Sostiene infatti che la legge regionale n. 35 si prefiggeva due obiettivi fondamentali: il primo era quello di regolare, da un punto di vista tecnico-contabile, l'erogazione dei fondi; il secondo era quello di far sì che i1 Consiglio regionale fosse in grado di verificare se gli obiettivi di uno sviluppo dell'attività sportiva erano stati raggiunti. Entrambi questi elementi, a suo avviso, sono stati assolutamente disattesi.

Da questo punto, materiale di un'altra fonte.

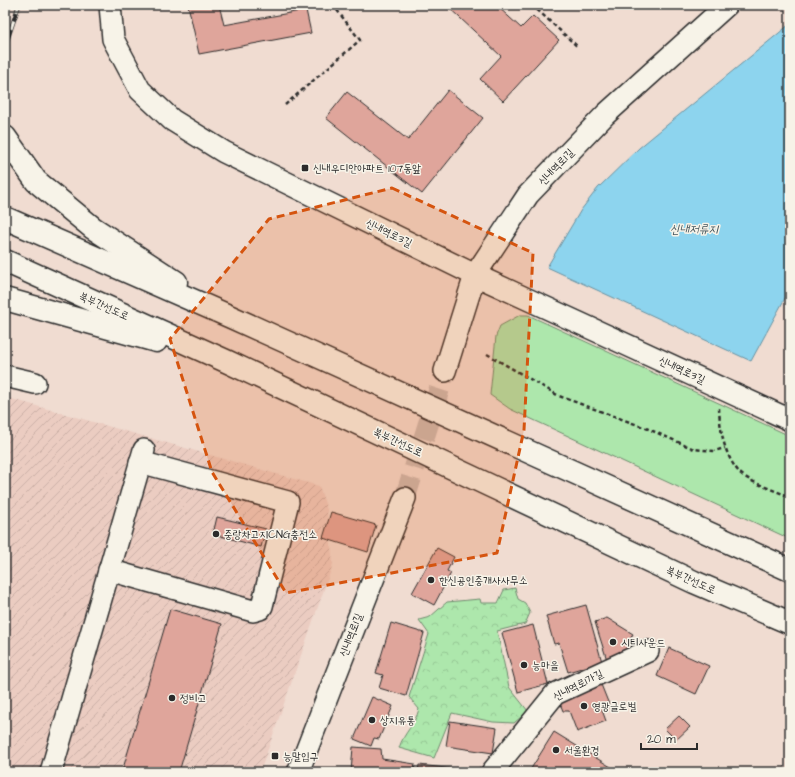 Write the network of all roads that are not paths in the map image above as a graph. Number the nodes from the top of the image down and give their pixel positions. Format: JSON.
{"nodes":[{"id":1,"x":110,"y":5,"type":"edge"},
{"id":2,"x":727,"y":5,"type":"edge"},
{"id":3,"x":5,"y":137,"type":"edge"},
{"id":4,"x":5,"y":218,"type":"edge"},
{"id":5,"x":5,"y":261,"type":"edge"},
{"id":6,"x":475,"y":276,"type":"junction"},
{"id":7,"x":5,"y":299,"type":"edge"},
{"id":8,"x":231,"y":317,"type":"junction"},
{"id":9,"x":226,"y":361,"type":"junction"},
{"id":10,"x":445,"y":371,"type":"tunnel mouth"},
{"id":11,"x":5,"y":376,"type":"edge"},
{"id":12,"x":35,"y":383,"type":"dead end"},
{"id":13,"x":790,"y":420,"type":"edge"},
{"id":14,"x":405,"y":498,"type":"tunnel mouth"},
{"id":15,"x":109,"y":570,"type":"junction"},
{"id":16,"x":790,"y":570,"type":"edge"},
{"id":17,"x":790,"y":623,"type":"edge"},
{"id":18,"x":648,"y":651,"type":"dead end"},
{"id":19,"x":51,"y":772,"type":"edge"},
{"id":20,"x":298,"y":772,"type":"edge"},
{"id":21,"x":492,"y":772,"type":"edge"}],
"edges":[{"from":1,"to":6,"type":"street","name":"신내역로3길"},
{"from":2,"to":6,"type":"street","name":"신내역로1길"},
{"from":3,"to":8,"type":"highway"},
{"from":4,"to":8,"type":"highway"},
{"from":5,"to":9,"type":"highway","name":"북부간선도로"},
{"from":6,"to":10,"type":"street","name":"신내역로1길"},
{"from":6,"to":13,"type":"street","name":"신내역로3길"},
{"from":7,"to":9,"type":"highway"},
{"from":8,"to":16,"type":"highway"},
{"from":9,"to":17,"type":"highway","name":"북부간선도로"},
{"from":11,"to":12,"type":"street"},
{"from":14,"to":20,"type":"street","name":"신내역로1길"},
{"from":15,"to":15,"type":"street"},
{"from":15,"to":19,"type":"street"},
{"from":18,"to":21,"type":"street","name":"신내역로1가길"}]} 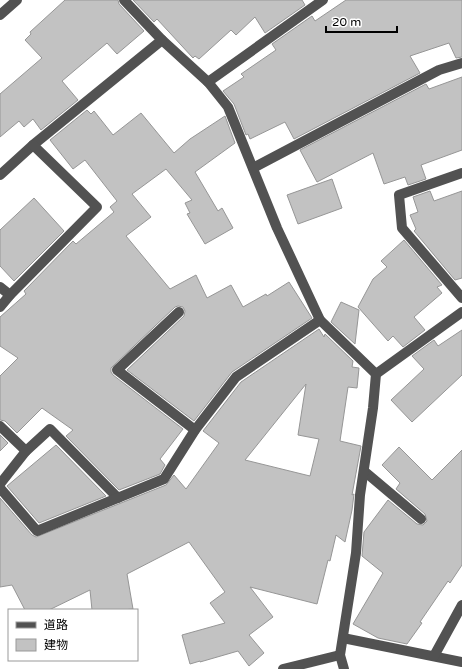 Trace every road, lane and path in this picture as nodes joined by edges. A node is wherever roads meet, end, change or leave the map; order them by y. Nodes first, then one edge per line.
1 (17, 0) edge
2 (124, 0) edge
3 (323, 0) edge
4 (0, 15) edge
5 (162, 40) junction
6 (462, 63) edge
7 (208, 82) junction
8 (32, 145) junction
9 (253, 168) junction
10 (462, 172) edge
11 (0, 175) edge
12 (0, 288) edge
13 (10, 295) junction
14 (462, 298) edge
15 (0, 307) edge
16 (179, 312) dead end
17 (462, 312) edge
18 (320, 320) junction
19 (376, 374) junction
20 (0, 426) edge
21 (195, 430) junction
22 (26, 451) junction
23 (364, 471) junction
24 (0, 484) edge
25 (0, 488) edge
26 (118, 498) junction
27 (421, 519) dead end
28 (462, 604) edge
29 (343, 638) junction
30 (340, 655) junction
31 (434, 656) junction
32 (462, 662) edge
33 (284, 669) edge
34 (344, 669) edge

1 - 4 street
2 - 5 street
3 - 7 street
5 - 7 street
5 - 8 street
6 - 9 street
7 - 9 street
8 - 11 street
8 - 13 street
9 - 18 street
10 - 14 street
12 - 13 street
13 - 15 street
16 - 21 street
17 - 19 street
18 - 19 street
18 - 21 street
19 - 23 street
20 - 22 street
21 - 26 street
22 - 24 street
22 - 26 street
23 - 27 street
23 - 29 street
25 - 26 street
28 - 31 street
29 - 30 street
29 - 31 street
30 - 33 street
30 - 34 street
31 - 32 street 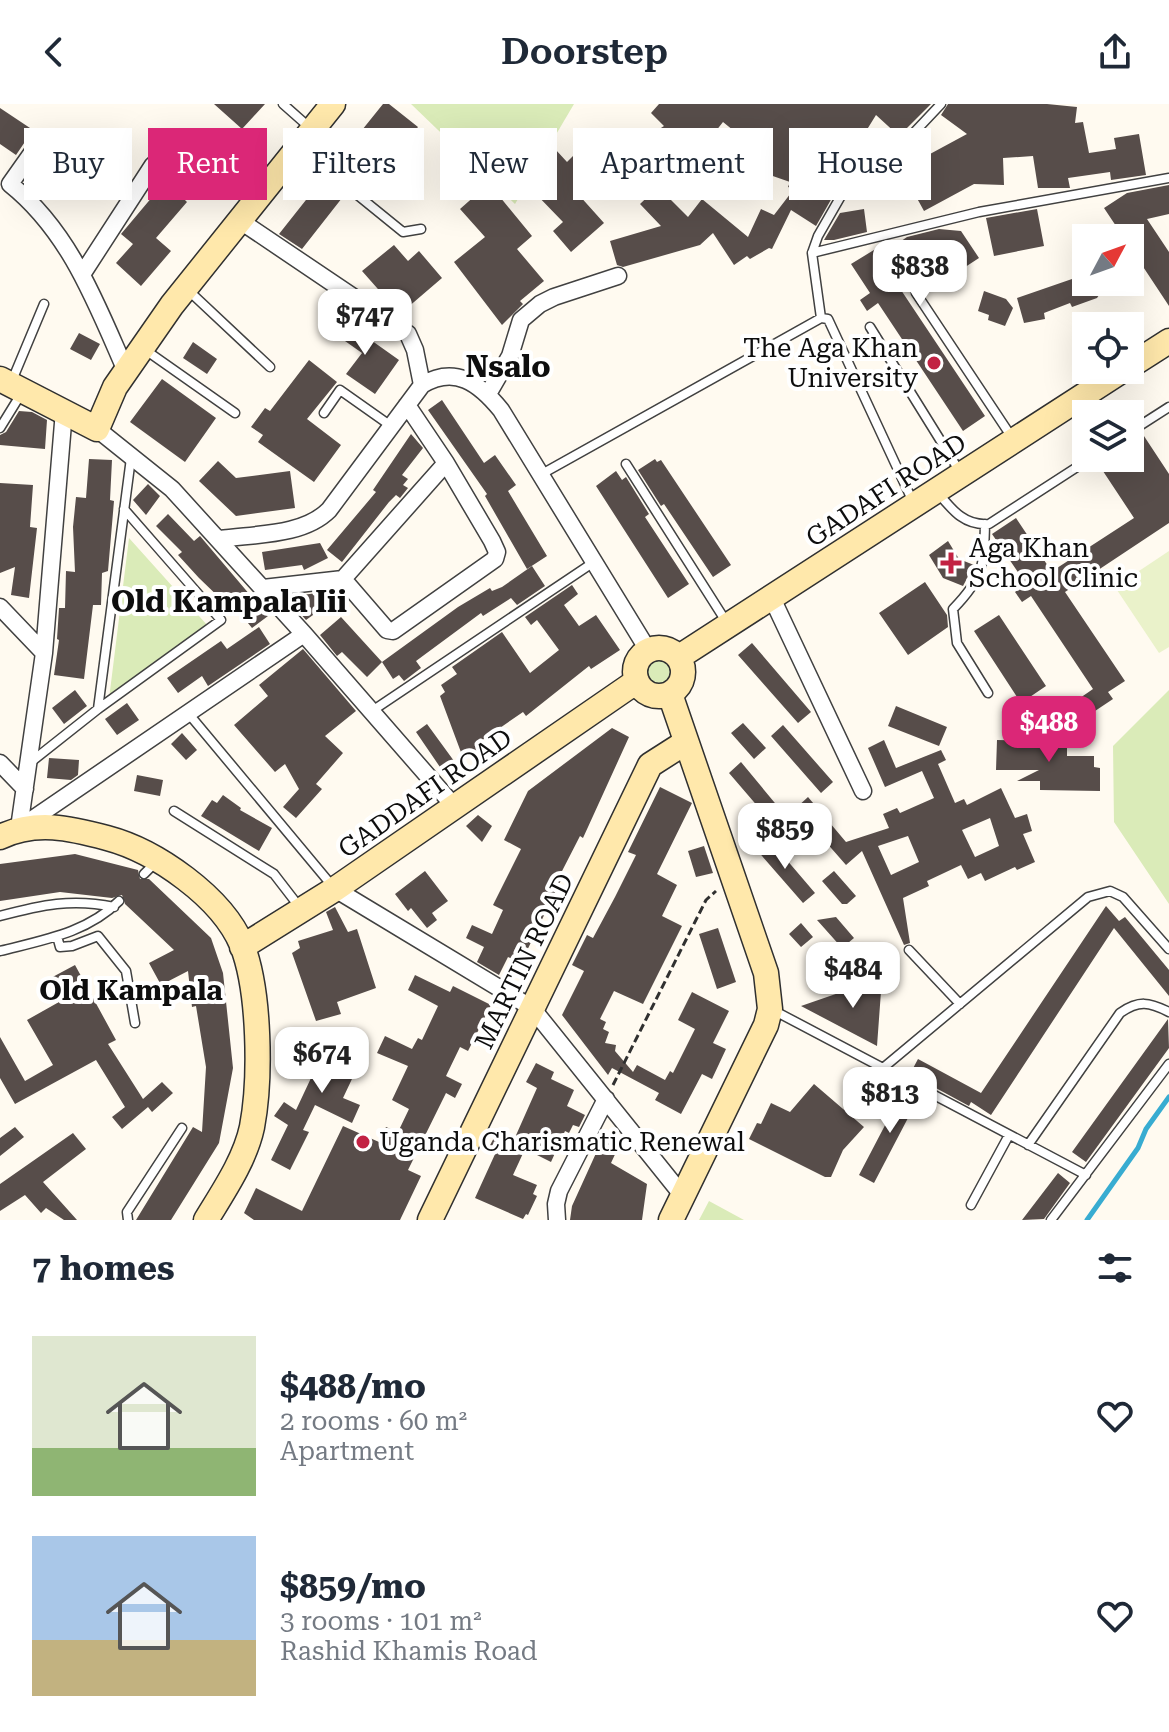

Sottolinea che, a suo parere, la relazione al progetto di legge è di natura tecnica, senza riferimenti ad una politica sportiva e, d'altra parte, gli enti di promozione sportiva non hanno ancora ricevuto i contributi promessi per l'anno 1976 e sono in una situazione insostenibile in un momento in cui la domanda di avviamento allo sport aumenta.

Quanto al controllo della politica dello sviluppo dello sport, la legge prevede che l'Assessore al Turismo nella sua qualità di Presidente e della Consulta e dell'Assemblea sportiva, annualmente relazioni sullo stato dello sport in Valle d'Aosta e ad oltre 3 anni dall'approvazione di tale legge nessuna relazione sull'argomento è stata fatta al Consiglio.

Esige quindi che i fondi assegnati agli enti di promozione sportiva vengano erogati e che venga esposta al Consiglio una dettagliata relazione sullo stato dello sport.

Il Consigliere BONDAZ, al contrario del Consigliere Manganoni, dichiara di non essere tranquillizzato dalle parole del Presidente della Giunta.

Sostiene che la Regione preveda dei finanziamenti a favore dell'U.S. Aosta, se tali somme vengono erogate alla fine del campionato o a campionato inoltrato, perché le vere spese cui una società calcistica va incontro vengono effettuate all'inizio del campionato.

Concorda circa la necessità di finanziare le opere pubbliche, senza però tralasciare lo sport e, in questo caso particolare, l'U.S. Aosta.

Cita il caso della Regione Sardegna che, intorno al 1960, finanziò la squadra calcistica del Cagliari, militante allora in serie C, con un finanziamento a fondo perduto di 200 milioni l'anno ed il Cagliari non solo raggiunse la serie A, ma vinse uno scudetto, contribuendo indirettamente alla propaganda turistica dell'isola.

Il Consigliere PEDRINI dice di non capire perché, una volta stabilito di finanziare l'U.S. Aosta, non la si finanzi all'inizio del campionato, ma si aspetti che gli interessi passivi di tutto un anno di campionato aggravino il deficit.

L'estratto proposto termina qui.